Nichts hätte besser zeigen können, wie sehr Onos „Bagism“, wie sehr der schlichte Sack die Vorstellungen von körperlicher Präsenz und zugeordneter Identität durcheinanderbringt. „Rape“ und die „Bagism“-Aktionen oder auch „Cut Piece“: All das sind deutliche, frühe Statements zu Privatheit und Öffentlichkeit, Geschlecht und Gewalt (die im Rahmen der Oxforder Ausstellung leider nur unter ferner liefen auftauchen). Sie haben etwas Übergangsloses, Nichtgleitendes, Durchbrechendes: keine Vermittlung, sondern mit dem Kopf durch die Wand, mit der Schere durch den Anzug, mit der Kamera verfolgt, mit dem Körper in den Sack.
Ein Zug, der sich auch in Onos einzigartigem Gesangsstil wiederfindet. Aus dem Kunstlied-Gesang mitten hinein in ein alltöniges, gutturales Scatten, Chattern, orkanartiges Krächzen und Schreien, das in sich dann allerdings wieder geschmeidige Übergänge kennt: wie auf dem 22-minütigen Titelstück der 71er Doppel-LP „Fly“, wo sich bruchlos Hund, Katze, ein wie eine Sirene heulendes Kleinkind und dann wieder kabukihafter Singsang ineinander verwandeln. Um die gleich Zeit stellte Tim Buckley mit seiner Stimme Verwandtes an, aber bei Ono findet sich der direkte Vergleich mit Free Jazzer Ornette Coleman, und zwar auf der überhaupt großartigen „Yoko Ono/Plastic Ono Band“ (1970), in dem siebenminütigen „AOS“, der 68er Aufnahme von einer gemeinsamen Session mit ihm, Charlie Haden, Ed Blackwell und David Izenzon. Auf Anhieb wird klar, daß Onos Stimme die vakante Stelle des „freien“ Saxophons einnimmt und dabei nichts vermissen läßt.

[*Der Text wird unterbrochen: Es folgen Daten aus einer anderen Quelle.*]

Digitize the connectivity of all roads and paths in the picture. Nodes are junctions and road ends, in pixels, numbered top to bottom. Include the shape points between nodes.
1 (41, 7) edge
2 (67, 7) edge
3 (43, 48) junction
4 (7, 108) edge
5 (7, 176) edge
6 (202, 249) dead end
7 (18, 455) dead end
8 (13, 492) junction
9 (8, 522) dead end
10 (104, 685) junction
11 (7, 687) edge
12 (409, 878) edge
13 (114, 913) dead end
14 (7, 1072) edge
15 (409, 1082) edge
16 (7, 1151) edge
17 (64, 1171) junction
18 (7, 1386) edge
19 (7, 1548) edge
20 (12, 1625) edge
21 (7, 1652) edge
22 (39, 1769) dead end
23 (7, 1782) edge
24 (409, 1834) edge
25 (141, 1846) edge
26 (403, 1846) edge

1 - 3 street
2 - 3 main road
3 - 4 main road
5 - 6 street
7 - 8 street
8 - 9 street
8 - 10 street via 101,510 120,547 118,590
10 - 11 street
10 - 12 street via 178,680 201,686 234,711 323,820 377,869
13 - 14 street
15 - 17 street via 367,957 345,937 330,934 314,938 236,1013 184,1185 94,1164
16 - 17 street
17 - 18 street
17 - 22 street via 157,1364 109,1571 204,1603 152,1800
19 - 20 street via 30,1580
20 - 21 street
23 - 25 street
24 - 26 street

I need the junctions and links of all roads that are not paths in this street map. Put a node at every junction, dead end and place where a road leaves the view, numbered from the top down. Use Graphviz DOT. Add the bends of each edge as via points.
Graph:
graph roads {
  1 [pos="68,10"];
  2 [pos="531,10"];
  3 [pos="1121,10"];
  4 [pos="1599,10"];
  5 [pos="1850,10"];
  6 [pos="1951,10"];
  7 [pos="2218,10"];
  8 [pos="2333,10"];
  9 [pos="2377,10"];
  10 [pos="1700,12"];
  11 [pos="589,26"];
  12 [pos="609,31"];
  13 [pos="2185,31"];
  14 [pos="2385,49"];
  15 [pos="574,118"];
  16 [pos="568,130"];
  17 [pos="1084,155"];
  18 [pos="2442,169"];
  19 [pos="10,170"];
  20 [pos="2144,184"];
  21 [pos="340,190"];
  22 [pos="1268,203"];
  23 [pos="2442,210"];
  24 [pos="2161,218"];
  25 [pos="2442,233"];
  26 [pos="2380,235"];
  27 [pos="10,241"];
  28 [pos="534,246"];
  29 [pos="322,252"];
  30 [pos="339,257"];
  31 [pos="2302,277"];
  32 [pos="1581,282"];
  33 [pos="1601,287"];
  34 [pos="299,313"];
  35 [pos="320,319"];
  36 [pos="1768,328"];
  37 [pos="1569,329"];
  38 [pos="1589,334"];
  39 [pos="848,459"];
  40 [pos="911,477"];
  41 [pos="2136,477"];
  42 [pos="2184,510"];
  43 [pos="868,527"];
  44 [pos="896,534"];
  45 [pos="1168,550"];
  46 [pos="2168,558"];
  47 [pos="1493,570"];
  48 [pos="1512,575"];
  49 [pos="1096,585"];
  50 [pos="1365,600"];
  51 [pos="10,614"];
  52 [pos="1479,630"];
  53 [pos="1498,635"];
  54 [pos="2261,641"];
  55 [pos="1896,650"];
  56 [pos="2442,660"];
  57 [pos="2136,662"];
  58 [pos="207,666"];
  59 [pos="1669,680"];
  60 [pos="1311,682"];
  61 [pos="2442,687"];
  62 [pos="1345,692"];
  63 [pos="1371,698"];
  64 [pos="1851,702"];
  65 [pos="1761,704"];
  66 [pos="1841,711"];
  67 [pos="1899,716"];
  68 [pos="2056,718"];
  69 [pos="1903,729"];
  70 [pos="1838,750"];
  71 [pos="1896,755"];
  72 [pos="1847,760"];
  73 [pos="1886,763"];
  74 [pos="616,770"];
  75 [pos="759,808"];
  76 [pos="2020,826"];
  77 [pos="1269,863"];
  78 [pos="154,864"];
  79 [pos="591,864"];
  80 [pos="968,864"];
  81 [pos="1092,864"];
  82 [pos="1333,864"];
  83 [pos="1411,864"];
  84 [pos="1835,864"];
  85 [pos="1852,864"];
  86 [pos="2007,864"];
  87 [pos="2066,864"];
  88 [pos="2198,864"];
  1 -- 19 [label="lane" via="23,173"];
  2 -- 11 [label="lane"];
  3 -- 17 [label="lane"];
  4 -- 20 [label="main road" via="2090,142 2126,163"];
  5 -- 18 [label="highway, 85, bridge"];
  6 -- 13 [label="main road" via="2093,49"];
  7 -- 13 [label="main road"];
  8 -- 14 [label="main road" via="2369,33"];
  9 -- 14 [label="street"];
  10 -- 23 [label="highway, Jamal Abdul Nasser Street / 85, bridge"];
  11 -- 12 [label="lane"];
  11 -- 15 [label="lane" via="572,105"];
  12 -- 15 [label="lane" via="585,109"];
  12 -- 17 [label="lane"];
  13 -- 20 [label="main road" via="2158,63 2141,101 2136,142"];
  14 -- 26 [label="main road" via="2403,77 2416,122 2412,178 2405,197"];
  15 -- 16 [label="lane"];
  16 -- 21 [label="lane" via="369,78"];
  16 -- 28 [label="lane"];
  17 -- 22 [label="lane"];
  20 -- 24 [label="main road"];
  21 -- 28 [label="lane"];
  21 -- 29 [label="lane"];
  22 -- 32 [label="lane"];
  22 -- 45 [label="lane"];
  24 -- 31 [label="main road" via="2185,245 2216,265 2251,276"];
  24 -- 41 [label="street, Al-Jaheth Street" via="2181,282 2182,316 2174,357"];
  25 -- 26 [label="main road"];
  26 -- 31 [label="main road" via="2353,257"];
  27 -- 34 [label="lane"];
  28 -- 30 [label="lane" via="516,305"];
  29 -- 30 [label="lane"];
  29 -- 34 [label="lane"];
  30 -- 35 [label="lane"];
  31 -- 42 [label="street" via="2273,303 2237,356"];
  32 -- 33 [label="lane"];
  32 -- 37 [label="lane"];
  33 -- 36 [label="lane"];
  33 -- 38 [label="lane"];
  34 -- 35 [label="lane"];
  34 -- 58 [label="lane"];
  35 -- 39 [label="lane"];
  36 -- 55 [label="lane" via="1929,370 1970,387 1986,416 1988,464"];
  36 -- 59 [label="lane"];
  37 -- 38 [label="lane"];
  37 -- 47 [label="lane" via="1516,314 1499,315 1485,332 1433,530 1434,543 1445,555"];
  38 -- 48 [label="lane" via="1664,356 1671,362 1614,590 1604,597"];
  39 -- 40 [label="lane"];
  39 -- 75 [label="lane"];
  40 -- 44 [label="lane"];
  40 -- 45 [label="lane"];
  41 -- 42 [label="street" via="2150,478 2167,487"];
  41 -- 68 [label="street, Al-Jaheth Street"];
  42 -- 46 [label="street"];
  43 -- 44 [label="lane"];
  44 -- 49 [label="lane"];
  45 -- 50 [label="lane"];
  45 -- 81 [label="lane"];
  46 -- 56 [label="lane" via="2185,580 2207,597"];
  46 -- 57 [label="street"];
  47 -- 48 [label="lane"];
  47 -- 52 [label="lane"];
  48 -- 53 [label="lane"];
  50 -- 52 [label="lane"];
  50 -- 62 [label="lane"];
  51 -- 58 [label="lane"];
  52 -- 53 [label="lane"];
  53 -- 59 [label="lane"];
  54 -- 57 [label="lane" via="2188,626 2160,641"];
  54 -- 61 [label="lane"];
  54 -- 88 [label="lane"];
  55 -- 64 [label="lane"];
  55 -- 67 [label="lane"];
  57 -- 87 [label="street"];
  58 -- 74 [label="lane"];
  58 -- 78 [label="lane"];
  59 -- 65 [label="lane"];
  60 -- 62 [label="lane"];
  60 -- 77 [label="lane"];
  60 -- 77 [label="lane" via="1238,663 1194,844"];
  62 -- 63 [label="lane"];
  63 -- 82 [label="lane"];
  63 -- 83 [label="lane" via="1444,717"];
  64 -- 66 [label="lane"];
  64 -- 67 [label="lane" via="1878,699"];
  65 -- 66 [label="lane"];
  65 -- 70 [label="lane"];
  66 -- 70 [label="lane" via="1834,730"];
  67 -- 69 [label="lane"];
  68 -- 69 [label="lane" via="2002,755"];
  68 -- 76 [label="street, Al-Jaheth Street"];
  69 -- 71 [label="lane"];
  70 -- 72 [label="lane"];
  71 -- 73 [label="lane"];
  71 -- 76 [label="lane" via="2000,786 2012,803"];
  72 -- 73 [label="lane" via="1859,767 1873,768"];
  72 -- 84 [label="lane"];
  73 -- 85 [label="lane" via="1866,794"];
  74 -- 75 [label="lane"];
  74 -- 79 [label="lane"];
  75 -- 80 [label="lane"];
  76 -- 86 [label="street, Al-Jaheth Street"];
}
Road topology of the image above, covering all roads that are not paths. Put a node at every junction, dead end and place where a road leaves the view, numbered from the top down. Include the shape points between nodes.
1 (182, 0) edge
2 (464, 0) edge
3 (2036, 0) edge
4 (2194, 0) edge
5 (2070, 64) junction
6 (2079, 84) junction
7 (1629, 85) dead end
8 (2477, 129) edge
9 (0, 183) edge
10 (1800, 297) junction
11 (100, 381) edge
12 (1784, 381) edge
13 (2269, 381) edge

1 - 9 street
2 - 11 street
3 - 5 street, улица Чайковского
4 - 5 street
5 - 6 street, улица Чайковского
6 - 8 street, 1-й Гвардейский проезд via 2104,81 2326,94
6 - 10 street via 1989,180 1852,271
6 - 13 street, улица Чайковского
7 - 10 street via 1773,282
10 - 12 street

Den Kindheits-Ursprungsmythos ihres Singens hat Ono mehrfach in Interviews geschildert: als Vierjährige habe sie sich im Haus ihrer Eltern zum ihr verbotenen Ort, der Kammer der Diener, geschlichen, wo diese über Geburt sprachen und jaulend eine Frau in den Wehen nachahmten. Diesen Sound habe sie seitdem immer wieder neu beleben wollen und zunehmend moduliert. In der vielleicht unbewußten, aber überhaupt nicht „authentisch-animalischen“ Vorsprachlichkeit ihres Gesangs läßt sich also vielleicht auch ein ziemlich energiegeladener Versuch erkennen, mit dem Kehlkopf durch Klassenwände zu brechen. Wobei zugleich klar bleibt, daß dieser Durchbruchsversuch vom auch in den sechziger Jahren immer noch seltenen Ort weiblichen, großbürgerlich „freien“ Künstlertums ausgegangen ist. (Eine der wenigen damaligen Parallelen vielleicht: Nikki de Saint-Phalle und ihre Schieß-Gemälde).
Wie Yoko Onos Gesang hatten auch die Performances und Filme immer etwas von einfachen, effektvollen Transgressionen, die aber über bloßen Tabubruch hinausgehen – und je nachdem, wie stark das im Moment des Zuhörens/Zuschauens mitempfunden werden kann oder genau nicht, kommt das als tief berührend oder unglaublich nervend an.
Kunst verschmäht Pop, Pop ignoriert Kunst
So gesehen hat die Produktionsbeziehung zu John Lennon etwas von einem helfenden Handel: Lennon ermöglicht Ono den Eintritt ihrer Publikumsherausforderungen in den Lichtkegel der Medien, Ono Lennon die weltweit übertragene Wandlung vom begehrten Objekt der Popfans zum symbolisch handelnden, politischen Künstlersubjekt. Und dann saßen beide wieder im Hotelbett in Toronto und sangen vor der Presse zusammen mit LSD-Guru Timothy Leary, Popsängerin Petula Clark und fünfzig weiteren „Give Peace A Chance“.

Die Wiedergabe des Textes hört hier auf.